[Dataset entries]
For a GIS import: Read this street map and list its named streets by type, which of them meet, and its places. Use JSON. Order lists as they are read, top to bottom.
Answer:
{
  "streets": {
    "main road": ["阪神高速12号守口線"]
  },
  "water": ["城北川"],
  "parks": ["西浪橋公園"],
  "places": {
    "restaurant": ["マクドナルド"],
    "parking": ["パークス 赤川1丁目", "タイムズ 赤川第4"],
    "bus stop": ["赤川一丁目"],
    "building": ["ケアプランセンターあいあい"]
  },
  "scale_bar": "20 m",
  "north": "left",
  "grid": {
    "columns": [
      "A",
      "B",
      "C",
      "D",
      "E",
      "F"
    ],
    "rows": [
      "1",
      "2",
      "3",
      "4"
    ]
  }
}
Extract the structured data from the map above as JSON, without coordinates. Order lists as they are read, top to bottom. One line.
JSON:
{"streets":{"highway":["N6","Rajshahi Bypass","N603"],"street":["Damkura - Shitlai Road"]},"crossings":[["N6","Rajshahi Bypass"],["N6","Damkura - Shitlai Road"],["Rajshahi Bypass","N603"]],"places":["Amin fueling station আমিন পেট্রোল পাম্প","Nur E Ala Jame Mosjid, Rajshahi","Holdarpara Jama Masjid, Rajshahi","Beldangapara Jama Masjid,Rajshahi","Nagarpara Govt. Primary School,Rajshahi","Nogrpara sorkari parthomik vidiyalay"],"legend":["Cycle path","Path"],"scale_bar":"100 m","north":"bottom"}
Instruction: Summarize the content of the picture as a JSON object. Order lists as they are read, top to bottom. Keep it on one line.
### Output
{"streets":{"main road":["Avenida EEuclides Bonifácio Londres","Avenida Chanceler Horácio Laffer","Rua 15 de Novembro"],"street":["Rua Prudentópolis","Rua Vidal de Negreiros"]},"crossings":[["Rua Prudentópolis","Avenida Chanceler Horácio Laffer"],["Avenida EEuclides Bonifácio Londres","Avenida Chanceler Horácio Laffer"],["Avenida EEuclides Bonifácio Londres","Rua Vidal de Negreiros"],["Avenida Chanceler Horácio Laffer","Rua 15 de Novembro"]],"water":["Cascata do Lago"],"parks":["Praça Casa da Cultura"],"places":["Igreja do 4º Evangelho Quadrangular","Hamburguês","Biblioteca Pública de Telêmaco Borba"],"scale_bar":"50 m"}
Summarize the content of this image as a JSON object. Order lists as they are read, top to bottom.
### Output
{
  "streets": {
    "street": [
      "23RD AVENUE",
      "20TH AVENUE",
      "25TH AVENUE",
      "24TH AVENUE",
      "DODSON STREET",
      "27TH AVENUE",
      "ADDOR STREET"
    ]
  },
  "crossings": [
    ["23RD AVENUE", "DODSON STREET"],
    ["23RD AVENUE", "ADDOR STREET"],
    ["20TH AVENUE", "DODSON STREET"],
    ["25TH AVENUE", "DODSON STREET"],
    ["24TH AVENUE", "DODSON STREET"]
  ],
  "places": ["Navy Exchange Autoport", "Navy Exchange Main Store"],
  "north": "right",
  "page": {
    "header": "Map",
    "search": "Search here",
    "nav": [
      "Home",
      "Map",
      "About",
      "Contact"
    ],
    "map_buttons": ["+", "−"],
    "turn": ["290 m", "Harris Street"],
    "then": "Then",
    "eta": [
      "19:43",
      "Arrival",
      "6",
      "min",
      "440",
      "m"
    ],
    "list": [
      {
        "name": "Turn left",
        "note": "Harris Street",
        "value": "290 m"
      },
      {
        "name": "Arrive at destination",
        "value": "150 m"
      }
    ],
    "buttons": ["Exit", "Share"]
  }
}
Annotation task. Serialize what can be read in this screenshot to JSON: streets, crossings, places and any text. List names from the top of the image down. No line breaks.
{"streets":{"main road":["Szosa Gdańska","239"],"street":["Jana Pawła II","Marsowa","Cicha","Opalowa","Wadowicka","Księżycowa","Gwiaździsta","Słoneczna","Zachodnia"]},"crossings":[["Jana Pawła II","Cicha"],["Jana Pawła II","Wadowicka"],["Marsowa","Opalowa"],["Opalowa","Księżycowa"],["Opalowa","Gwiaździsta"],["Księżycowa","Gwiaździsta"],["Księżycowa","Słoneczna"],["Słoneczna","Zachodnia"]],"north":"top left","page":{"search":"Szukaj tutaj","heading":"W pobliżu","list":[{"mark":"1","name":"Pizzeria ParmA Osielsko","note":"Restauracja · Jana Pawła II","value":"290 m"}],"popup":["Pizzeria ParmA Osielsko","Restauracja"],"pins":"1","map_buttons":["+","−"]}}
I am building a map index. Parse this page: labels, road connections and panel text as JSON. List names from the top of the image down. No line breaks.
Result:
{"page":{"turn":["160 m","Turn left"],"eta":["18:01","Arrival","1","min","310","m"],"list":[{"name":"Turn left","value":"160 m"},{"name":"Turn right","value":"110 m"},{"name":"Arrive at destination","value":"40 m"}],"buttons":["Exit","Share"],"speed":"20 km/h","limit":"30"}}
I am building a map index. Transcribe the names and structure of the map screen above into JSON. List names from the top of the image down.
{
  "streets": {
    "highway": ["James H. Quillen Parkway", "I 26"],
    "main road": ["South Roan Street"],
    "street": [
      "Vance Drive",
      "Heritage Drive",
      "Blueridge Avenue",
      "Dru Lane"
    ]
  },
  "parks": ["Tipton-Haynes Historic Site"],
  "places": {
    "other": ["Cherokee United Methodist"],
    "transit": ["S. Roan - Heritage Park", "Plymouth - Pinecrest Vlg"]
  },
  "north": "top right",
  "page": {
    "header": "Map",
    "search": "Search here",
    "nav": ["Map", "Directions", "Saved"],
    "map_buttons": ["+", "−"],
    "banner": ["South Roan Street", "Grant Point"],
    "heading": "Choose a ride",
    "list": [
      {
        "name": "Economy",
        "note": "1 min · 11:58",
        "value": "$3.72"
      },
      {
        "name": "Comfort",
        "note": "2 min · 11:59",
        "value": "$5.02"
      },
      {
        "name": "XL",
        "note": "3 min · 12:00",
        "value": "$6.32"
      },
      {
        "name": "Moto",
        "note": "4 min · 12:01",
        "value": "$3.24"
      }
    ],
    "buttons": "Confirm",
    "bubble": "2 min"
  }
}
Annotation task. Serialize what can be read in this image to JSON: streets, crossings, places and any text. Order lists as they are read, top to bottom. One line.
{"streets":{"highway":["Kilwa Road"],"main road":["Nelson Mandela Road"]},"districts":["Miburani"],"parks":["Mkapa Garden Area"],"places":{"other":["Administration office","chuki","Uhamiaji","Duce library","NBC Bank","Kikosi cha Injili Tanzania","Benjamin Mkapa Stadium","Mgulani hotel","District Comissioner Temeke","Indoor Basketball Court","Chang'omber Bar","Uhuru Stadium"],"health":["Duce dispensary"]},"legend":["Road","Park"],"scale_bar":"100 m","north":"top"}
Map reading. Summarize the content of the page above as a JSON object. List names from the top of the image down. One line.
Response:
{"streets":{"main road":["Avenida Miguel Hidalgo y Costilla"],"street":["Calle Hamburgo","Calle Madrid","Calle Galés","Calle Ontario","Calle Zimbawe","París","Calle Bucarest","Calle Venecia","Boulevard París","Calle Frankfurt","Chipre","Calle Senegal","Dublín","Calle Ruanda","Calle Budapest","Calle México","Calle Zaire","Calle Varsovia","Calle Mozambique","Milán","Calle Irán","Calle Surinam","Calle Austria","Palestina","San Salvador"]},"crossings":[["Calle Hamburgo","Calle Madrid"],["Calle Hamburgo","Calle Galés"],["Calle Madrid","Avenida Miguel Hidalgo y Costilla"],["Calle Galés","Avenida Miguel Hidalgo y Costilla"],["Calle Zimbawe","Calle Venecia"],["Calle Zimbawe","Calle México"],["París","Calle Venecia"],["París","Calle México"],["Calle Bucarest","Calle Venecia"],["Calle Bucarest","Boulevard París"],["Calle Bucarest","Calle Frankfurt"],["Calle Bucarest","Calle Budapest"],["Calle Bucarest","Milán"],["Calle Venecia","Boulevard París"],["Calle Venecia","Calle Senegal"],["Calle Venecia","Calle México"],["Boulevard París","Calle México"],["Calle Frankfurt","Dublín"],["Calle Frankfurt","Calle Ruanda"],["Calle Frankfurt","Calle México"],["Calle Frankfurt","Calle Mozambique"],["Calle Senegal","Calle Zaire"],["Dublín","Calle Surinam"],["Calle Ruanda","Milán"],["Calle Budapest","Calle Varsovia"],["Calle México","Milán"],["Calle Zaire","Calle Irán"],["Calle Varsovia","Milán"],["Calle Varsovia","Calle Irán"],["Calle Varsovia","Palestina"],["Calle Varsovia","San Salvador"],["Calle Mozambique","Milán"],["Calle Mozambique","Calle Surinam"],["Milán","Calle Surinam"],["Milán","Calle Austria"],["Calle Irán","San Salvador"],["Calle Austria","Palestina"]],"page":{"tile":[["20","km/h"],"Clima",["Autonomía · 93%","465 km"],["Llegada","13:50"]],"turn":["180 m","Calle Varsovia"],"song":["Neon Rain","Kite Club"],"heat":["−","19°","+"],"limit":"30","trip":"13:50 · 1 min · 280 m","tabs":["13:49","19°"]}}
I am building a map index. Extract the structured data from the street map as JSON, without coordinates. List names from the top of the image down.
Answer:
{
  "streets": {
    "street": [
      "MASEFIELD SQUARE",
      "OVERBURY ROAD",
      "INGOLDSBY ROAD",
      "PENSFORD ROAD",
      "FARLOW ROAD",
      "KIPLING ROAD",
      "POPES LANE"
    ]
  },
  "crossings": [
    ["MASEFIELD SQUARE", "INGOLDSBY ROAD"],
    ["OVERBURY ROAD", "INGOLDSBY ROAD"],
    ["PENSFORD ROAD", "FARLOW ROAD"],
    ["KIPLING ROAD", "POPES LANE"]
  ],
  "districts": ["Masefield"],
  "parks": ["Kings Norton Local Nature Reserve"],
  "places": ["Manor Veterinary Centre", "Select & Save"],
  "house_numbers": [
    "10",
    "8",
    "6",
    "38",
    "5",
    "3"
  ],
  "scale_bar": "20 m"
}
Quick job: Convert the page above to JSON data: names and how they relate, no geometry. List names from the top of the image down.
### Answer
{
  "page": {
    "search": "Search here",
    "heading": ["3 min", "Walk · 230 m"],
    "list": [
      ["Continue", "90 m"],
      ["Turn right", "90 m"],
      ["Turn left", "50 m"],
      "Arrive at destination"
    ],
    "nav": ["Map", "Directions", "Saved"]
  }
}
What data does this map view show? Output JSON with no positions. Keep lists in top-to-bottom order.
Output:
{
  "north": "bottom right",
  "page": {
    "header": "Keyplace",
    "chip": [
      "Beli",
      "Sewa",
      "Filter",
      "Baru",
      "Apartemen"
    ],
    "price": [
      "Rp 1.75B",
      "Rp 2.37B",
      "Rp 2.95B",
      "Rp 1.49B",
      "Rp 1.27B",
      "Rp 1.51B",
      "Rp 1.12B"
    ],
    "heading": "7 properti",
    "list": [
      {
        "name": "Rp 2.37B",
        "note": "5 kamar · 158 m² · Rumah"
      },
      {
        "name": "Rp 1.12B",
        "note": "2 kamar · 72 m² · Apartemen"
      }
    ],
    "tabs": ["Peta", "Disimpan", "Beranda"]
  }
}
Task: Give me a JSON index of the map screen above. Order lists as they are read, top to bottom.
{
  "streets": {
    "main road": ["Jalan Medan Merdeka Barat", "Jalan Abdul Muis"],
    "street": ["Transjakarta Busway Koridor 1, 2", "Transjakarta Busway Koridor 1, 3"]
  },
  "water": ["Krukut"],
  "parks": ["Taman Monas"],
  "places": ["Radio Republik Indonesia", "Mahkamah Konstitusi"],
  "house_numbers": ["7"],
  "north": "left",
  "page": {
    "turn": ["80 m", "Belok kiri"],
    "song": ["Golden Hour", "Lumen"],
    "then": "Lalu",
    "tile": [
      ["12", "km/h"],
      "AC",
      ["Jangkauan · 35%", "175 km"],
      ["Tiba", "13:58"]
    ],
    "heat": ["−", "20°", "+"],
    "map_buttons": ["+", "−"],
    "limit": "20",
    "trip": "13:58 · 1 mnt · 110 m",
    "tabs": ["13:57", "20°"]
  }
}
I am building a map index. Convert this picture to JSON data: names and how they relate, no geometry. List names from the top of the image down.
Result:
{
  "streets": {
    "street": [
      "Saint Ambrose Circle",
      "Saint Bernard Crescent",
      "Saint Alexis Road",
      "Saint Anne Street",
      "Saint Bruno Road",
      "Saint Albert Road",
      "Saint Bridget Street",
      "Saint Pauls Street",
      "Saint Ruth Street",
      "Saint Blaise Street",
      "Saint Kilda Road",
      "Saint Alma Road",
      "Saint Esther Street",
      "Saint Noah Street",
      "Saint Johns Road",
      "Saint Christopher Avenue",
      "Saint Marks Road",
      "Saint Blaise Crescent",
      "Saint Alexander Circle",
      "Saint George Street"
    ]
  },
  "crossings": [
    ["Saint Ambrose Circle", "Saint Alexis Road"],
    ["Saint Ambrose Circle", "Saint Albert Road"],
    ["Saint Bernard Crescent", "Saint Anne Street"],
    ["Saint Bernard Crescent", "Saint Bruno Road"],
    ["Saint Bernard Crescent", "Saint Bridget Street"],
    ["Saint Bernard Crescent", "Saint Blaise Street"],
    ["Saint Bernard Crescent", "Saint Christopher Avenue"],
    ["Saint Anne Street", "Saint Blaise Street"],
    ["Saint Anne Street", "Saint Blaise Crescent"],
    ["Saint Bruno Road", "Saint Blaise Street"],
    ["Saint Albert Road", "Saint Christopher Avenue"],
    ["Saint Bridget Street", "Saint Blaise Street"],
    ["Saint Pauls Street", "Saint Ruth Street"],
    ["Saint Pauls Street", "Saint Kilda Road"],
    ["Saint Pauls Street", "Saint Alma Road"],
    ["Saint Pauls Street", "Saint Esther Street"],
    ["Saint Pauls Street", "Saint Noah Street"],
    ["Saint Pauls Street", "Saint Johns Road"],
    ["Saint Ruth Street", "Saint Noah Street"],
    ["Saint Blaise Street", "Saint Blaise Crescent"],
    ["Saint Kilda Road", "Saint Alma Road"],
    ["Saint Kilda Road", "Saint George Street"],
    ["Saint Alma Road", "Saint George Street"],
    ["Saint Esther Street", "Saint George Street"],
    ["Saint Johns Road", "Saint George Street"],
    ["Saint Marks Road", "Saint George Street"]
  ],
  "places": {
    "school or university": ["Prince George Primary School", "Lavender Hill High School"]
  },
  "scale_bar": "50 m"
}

# WORK REQUEST
In the records above, find the lines containing "Bridget" and copy them.

# RESULT OF THE EXERCISE
      "Saint Bridget Street",
    ["Saint Bernard Crescent", "Saint Bridget Street"],
    ["Saint Bridget Street", "Saint Blaise Street"],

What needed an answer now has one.